Cell proliferation assay was higher on Ti-65 and Ti-85 than on Ti-92. This increase in cell proliferation may be attributed to the optimal three-dimensional porous structure. As described above, suitable pore sizes for cell attachment and proliferation are 200–500 μm.25 Additionally, surface area is related to cell attachment. Thus, cell counts were increased in Ti-65 and Ti-82. These features are also related to bone formation ability. In later stages, bone formation on the materials is important.24 The created defect in this study was a critical size,26 and without application of a bone reconstruction material, the defect would not heal and fill with new bone in the central portion. We performed histological evaluation at the marginal area and central area. Under all conditions in the marginal area, new bone formation and bone conduction continuing from existing bone was observed. In the central portion, for Ti-65 and Ti-85, bone formation was observed even the centre of the pores and in the control, while for Ti-92, little bone tissue was observed. This material showed insufficient bone formation compared to other groups and was occupied by marrow tissue because the scaffold was insufficient for the defect space. This agrees with the results of the cell proliferation assay. We used porous HA as a control because of its three-dimensional interconnected structure and biocompatibility. Our previous studies demonstrated good osteoconduction and scaffold abilities of this biomaterial.2 In vivo, porous titanium of Ti-65 and Ti-85 showed good osteoconduction relative to porous HA.
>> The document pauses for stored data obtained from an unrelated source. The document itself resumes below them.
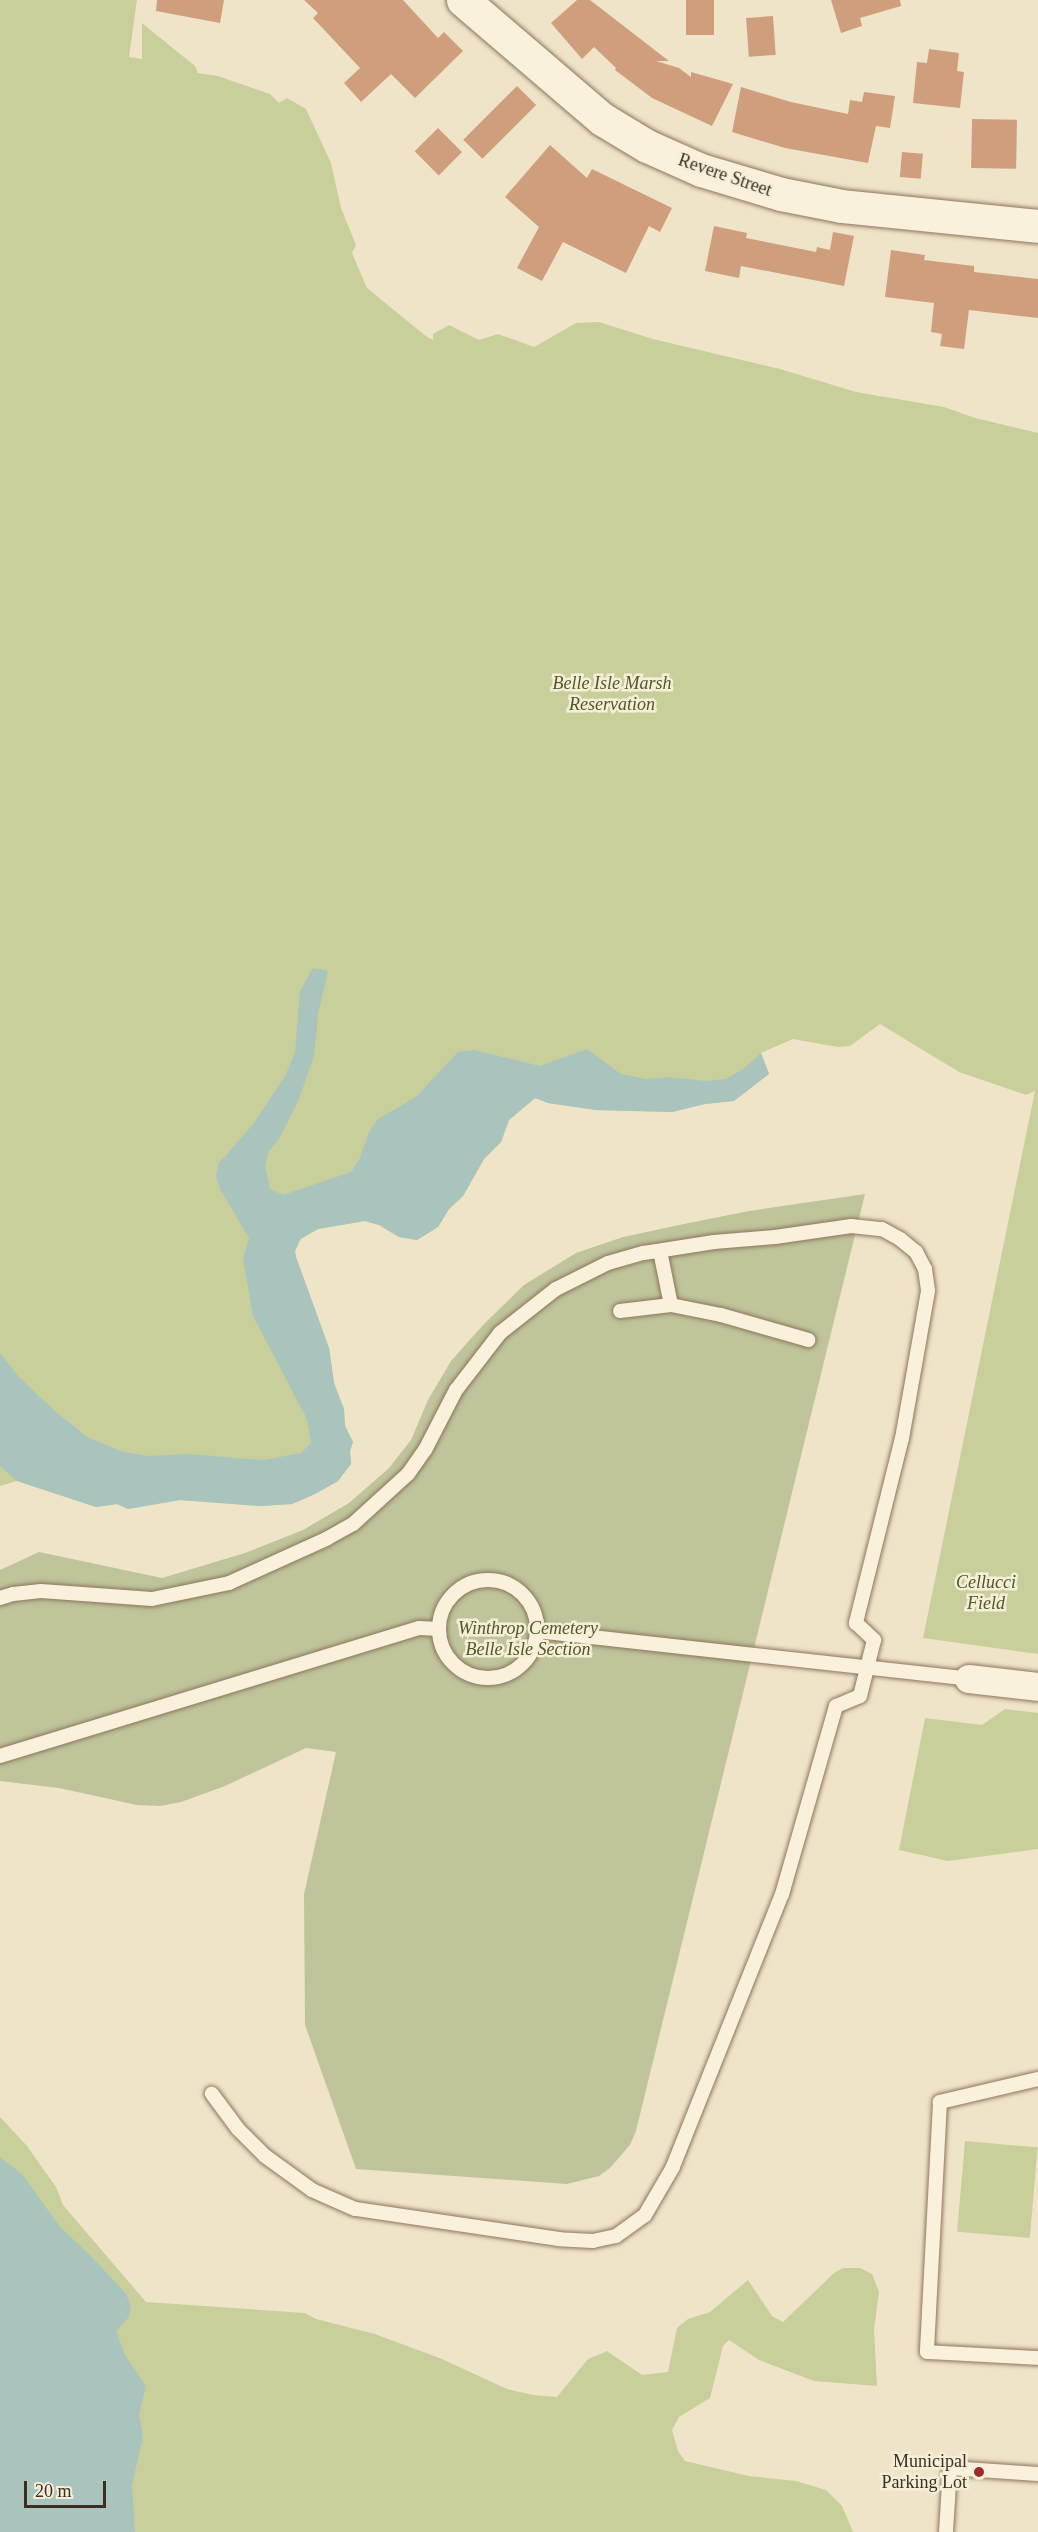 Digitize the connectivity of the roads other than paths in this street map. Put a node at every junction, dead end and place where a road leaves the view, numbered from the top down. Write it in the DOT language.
graph roads {
  1 [pos="463,0"];
  2 [pos="1038,226"];
  3 [pos="660,1251"];
  4 [pos="671,1305"];
  5 [pos="620,1311"];
  6 [pos="808,1340"];
  7 [pos="0,1598"];
  8 [pos="439,1629"];
  9 [pos="537,1631"];
  10 [pos="867,1668"];
  11 [pos="969,1679"];
  12 [pos="1038,1687"];
  13 [pos="0,1755"];
  14 [pos="1038,2079"];
  15 [pos="212,2094"];
  16 [pos="1038,2358"];
  17 [pos="1038,2474"];
  18 [pos="946,2532"];
  1 -- 2 [label="main road, Revere Street"];
  3 -- 4 [label="lane"];
  3 -- 7 [label="lane"];
  3 -- 10 [label="lane"];
  4 -- 5 [label="lane"];
  4 -- 6 [label="lane"];
  8 -- 9 [label="lane"];
  8 -- 9 [label="lane"];
  8 -- 13 [label="lane"];
  9 -- 10 [label="lane"];
  10 -- 11 [label="lane"];
  10 -- 15 [label="lane"];
  11 -- 12 [label="street"];
  14 -- 16 [label="lane"];
  17 -- 18 [label="lane"];
}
We successfully fabricated porous titanium with optimal porosity, an interconnected pore structure, and good mechanical strength for use as bone reconstruction materials. A bone reconstruction material must recover the bone form before loss. Using the methods, the urethane form can be used for titanium as a base model. Because urethane can easily form any structure, it is possible to fabricate large and specific shapes. Porous titanium with 65–85% porosity showed good mechanical strength and osteoconduction and is suitable as a bone reconstruction material.